Tuesday, 4 March 2014

Web Design Magic

Web design, the fastest growing segment among the various disciplines of graphic design, calls upon the creative and magical skills of a graphic designer, but it takes designers away from the physical media with which they are most familiar. Instead, web design challenges the creation of pleasing and evocative designs entirely within an electronic, digital medium.

In a series of disciplines that, at one time, meant literally getting their fingers dirty - an analogous concept that went well beyond allegory - web designers are actually at a disadvantage if their fingers are dirty at all.

What is web design, and how does it differ from the traditions of this time-honored profession?
Because of the digital revolution that has allowed manipulation of computer code to handle far more than the text-based skills of the first generation of computer science, the computer and its peripherals and software packages now considers text as just another graphic element in a cyber-world of illustration, photography, audio/video, as well as text, and a variety of combinations of these elements.

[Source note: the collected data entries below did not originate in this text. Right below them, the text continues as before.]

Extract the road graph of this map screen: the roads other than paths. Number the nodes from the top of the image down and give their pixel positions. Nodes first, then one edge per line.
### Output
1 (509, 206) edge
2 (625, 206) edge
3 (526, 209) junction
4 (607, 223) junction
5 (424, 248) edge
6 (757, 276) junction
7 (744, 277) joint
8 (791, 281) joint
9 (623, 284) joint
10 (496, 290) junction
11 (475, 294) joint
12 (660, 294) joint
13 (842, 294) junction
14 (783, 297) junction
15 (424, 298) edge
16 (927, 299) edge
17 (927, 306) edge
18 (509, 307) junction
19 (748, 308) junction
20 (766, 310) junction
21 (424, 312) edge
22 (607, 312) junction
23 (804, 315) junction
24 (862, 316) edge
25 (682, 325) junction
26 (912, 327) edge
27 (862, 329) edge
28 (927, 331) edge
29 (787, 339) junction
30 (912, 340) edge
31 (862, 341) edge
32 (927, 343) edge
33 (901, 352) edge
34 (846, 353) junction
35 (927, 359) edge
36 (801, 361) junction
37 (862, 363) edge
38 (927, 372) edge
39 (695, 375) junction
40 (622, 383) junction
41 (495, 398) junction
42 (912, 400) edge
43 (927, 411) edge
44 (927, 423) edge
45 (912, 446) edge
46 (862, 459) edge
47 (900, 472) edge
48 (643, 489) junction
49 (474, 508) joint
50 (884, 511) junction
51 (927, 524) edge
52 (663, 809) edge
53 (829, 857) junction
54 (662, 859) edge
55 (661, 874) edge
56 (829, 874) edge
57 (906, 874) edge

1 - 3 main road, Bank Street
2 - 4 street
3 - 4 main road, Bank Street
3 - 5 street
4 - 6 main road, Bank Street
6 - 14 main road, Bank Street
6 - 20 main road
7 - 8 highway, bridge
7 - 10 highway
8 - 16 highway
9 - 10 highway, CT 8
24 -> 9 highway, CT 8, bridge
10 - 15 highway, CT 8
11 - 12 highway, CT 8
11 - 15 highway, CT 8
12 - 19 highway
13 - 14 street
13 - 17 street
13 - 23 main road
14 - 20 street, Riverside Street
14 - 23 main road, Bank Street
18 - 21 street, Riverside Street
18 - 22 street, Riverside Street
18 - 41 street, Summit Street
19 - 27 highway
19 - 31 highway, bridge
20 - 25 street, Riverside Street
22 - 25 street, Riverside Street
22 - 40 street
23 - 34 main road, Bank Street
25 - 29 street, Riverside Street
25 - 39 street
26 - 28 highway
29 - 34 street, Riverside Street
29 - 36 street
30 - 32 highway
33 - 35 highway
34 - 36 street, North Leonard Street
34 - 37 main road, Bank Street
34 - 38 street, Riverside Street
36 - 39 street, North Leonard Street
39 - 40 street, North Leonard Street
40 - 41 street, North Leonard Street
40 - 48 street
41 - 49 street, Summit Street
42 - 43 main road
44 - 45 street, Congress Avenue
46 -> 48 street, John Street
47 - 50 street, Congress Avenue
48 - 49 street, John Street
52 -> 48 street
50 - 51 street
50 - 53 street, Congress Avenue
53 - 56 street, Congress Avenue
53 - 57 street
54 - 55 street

Like never before, graphic and web designers have access to a color palate that is millions of colors, textures that range from smooth glass to rocky crystals to ethereal fog, shapes that were once impossible to conceive, let alone replicate with ease, animation in three dimensions - and potentially more - and combinations of these abilities.

Web design is the discipline that takes these elements, puts them into the hands and minds of capable designers, and turns them loose on the facsimile of a medium that we still refer to, anachronistically, as a "page." In that respect, the details of the tools used in the software packages website designers employ are still represented by their dirty-fingers icons of the real, old-school tools: pencils and brushes, paint spray cans, smudges and smears, scissors and blades, cropping, fading, dodging, outlining, filling, and so on. Designers are, after all, still using these same techniques; it is just managed by a medium with which they interface only indirectly, but very effectively.

It is actually an advantage to the website designer because the speed of activity from inception to final result is often more quickly accomplished than ever before.

However, to all of the design skills that coordinate so well with the old-school technology of graphic design, the website designer must acquire new skills in computer code manipulation such that some of the graphic images, or icons, or text strings, created on the web page have direct electronic link to other pages to which the designer allows the webpage user to access to further enhance the user's ability to acquire information.

In this respect, the web designer enhances the skills of the graphic designer by use of tools that exist more in the realm of computer programmers than in visual effects design, but it all works in a cohesive whole to give the Internet user a more pleasing, realistic environment in which to search for our ever-increasing thirst for information.